PROTEIN TRANSLOCATION IN YEAST

酵母中的蛋白质易位

• 批准号: 2022124
• 负责人: Peter Walter
• 金额: $ 20.89万
• 依托单位: UNIVERSITY OF CALIFORNIA, SAN FRANCISCO
• 依托单位国家: 美国
• 财政年份: 1986
• 资助国家: 美国
• 起止时间: 1986-12-01 至 1999-11-30
• 项目状态: 已结题
• 来源: https://reporter.nih.gov/project-details/2022124
• 关键词: Saccharomyces cerevisiae; alleles; cytogenetics; electroporation; endoplasmic reticulum; eukaryote; gel filtration chromatography; gene expression; guanine nucleotide binding protein; intracellular transport; membrane permeability; molecular cloning; nucleic acid sequence; phase contrast microscopy; protein sequence; protein signal sequence; protein transport; receptor; ribosomes; secretory protein; site directed mutagenesis

The primary objective of the proposed research is to understand the mechanism by which the correct proteins are targeted to and translocated across the endoplasmic reticulum membrane in the simple eucaryote Saccharomyces cerevisiae. Current models suggest that there are at least two parallel targeting and translocation pathways, one SRP-dependent and co-translational, the other SRP-independent and post-translational. Through the combination of genetic and biochemical approaches, we aim to identify the gene products that catalyze the reactions that are common to both pathways or unique to one or the other and to understand their molecular function, regulation and physiological importance. Specifically, i) we will characterize the mechanism(s) by which SRP and SRP receptor coordinate the interactions between the ribosome and translocon components to form the ribosome membrane junction. ii) We will characterize the components that mediate the SRP-independent pathway.
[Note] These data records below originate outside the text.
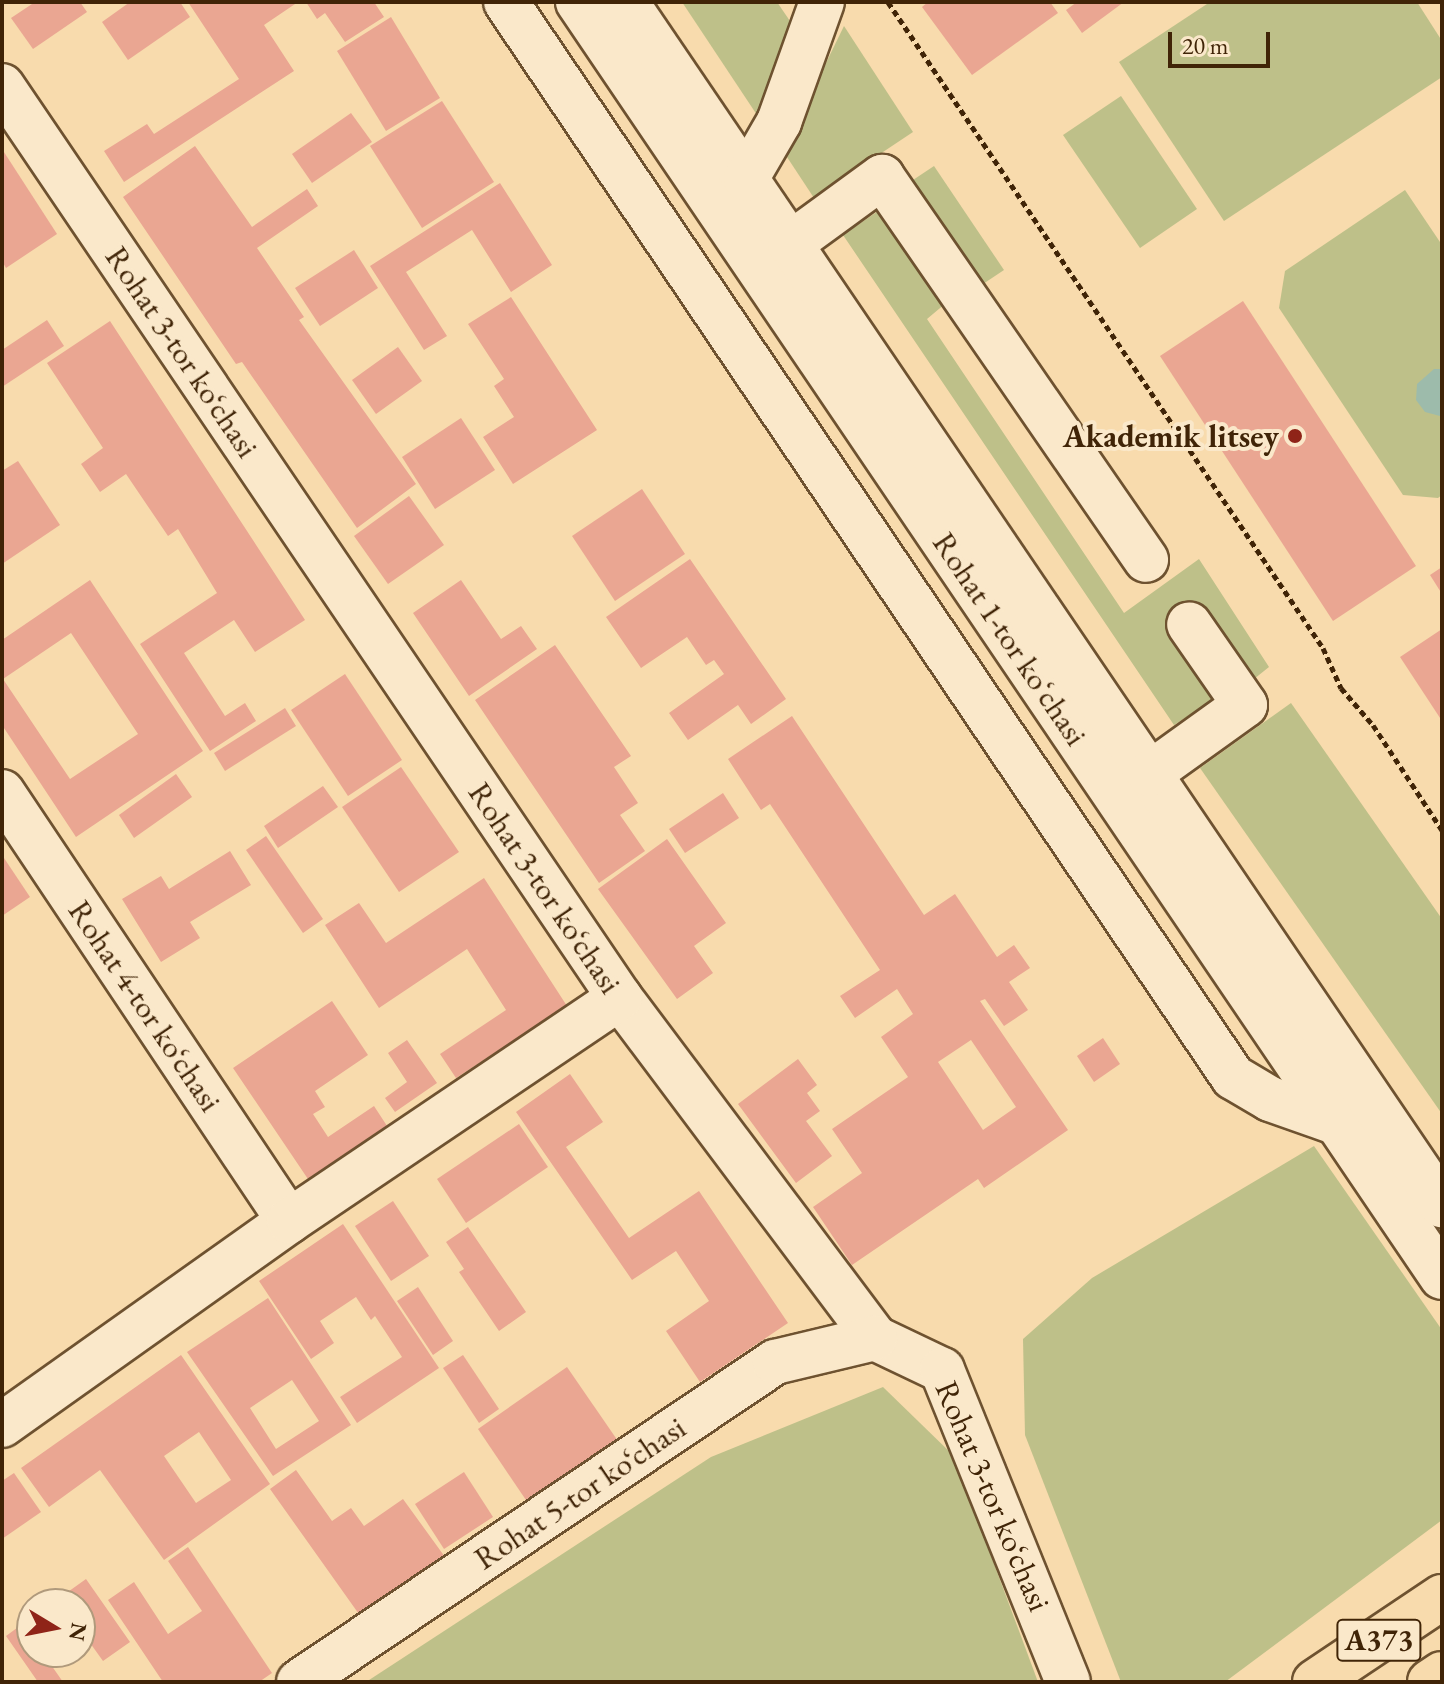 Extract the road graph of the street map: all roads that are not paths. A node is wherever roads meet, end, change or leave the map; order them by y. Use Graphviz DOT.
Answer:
graph roads {
  1 [pos="506,2"];
  2 [pos="578,2"];
  3 [pos="626,2"];
  4 [pos="820,3"];
  5 [pos="2,86"];
  6 [pos="746,179"];
  7 [pos="790,244"];
  8 [pos="1146,560"];
  9 [pos="1189,624"];
  10 [pos="1149,774"];
  11 [pos="2,792"];
  12 [pos="620,998"];
  13 [pos="1338,1123"];
  14 [pos="1442,1205"];
  15 [pos="289,1221"];
  16 [pos="1442,1277"];
  17 [pos="875,1338"];
  18 [pos="2,1425"];
  19 [pos="1442,1597"];
  20 [pos="1442,1674"];
  21 [pos="299,1682"];
  22 [pos="1068,1682"];
  23 [pos="1315,1682"];
  24 [pos="1430,1682"];
  1 -- 13 [label="street"];
  2 -- 13 [label="street, Rohat 1-tor koʻchasi"];
  3 -- 6 [label="street, Rohat 1-tor koʻchasi"];
  4 -- 6 [label="street"];
  5 -- 12 [label="street, Rohat 3-tor ko‘chasi"];
  6 -- 7 [label="street, Rohat 1-tor koʻchasi"];
  7 -- 8 [label="street"];
  7 -- 10 [label="street, Rohat 1-tor koʻchasi"];
  9 -- 10 [label="street"];
  10 -- 14 [label="street, Rohat 1-tor koʻchasi"];
  11 -- 15 [label="street, Rohat 4-tor ko‘chasi"];
  12 -- 15 [label="street"];
  12 -- 17 [label="street, Rohat 3-tor ko‘chasi"];
  13 -- 16 [label="street, Rohat 1-tor koʻchasi"];
  15 -- 18 [label="street"];
  17 -- 21 [label="street, Rohat 5-tor ko‘chasi"];
  17 -- 22 [label="street, Rohat 3-tor ko‘chasi"];
  19 -- 23 [label="highway, A373"];
  20 -- 24 [label="highway, A373"];
}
We will analyze how these components function to select proteins into this pathway, and how they function to target proteins to the ER membrane. iii) We will determine the molecular basis of "adaptation", the physiological response that allows cells to improve protein translocation when the SRP-dependent pathway is disrupted. We wish to learn which aspects of the process are unique to yeast and which aspects can be generalized to other eucaryotic cells and bacteria. Ultimately, we hope that through a combined genetic and biochemical approach, we will understand, at a mechanistic level, the function of all of the cellular constituents of the protein translocation machinery that are essential for translocation, as well as the function of those that are modulatory.

拟议研究的主要目标是了解 正确的蛋白质被靶向和转位的机制 穿过简单真核生物的内质网膜 酿酒酵母。目前的模型表明，至少有 两条平行的靶向和转位途径，一条依赖SRP和 合作翻译，另一种是独立于SRP的翻译后翻译。 通过基因和生物化学方法的结合，我们的目标是 确定催化常见反应的基因产物 两条路径或其中一条或另一条路径所独有的，并理解其 分子功能、调节和生理重要性。 具体地说，i)我们将描述SRP和SRP的机制(S) SRP受体协调核糖体和核糖体之间的相互作用 转位组分形成核糖体膜连接。Ii)我们 将描述与SRP无关的中介组件 路径。我们将分析这些成分是如何作用于选择蛋白质的 进入这一途径，以及它们如何发挥作用将蛋白质靶向内质网 薄膜。三)我们将确定“适应”的分子基础， 允许细胞改善蛋白质转运的生理反应 当依赖SRP的途径被破坏时。 我们希望了解这一过程的哪些方面是酵母和 哪些方面可以推广到其他真核细胞和细菌。 最终，我们希望通过基因和生物化学的结合 通过这种方法，我们将在机械论层面上理解所有 蛋白质转运机制的细胞成分 对易位以及对那些 是可调节的。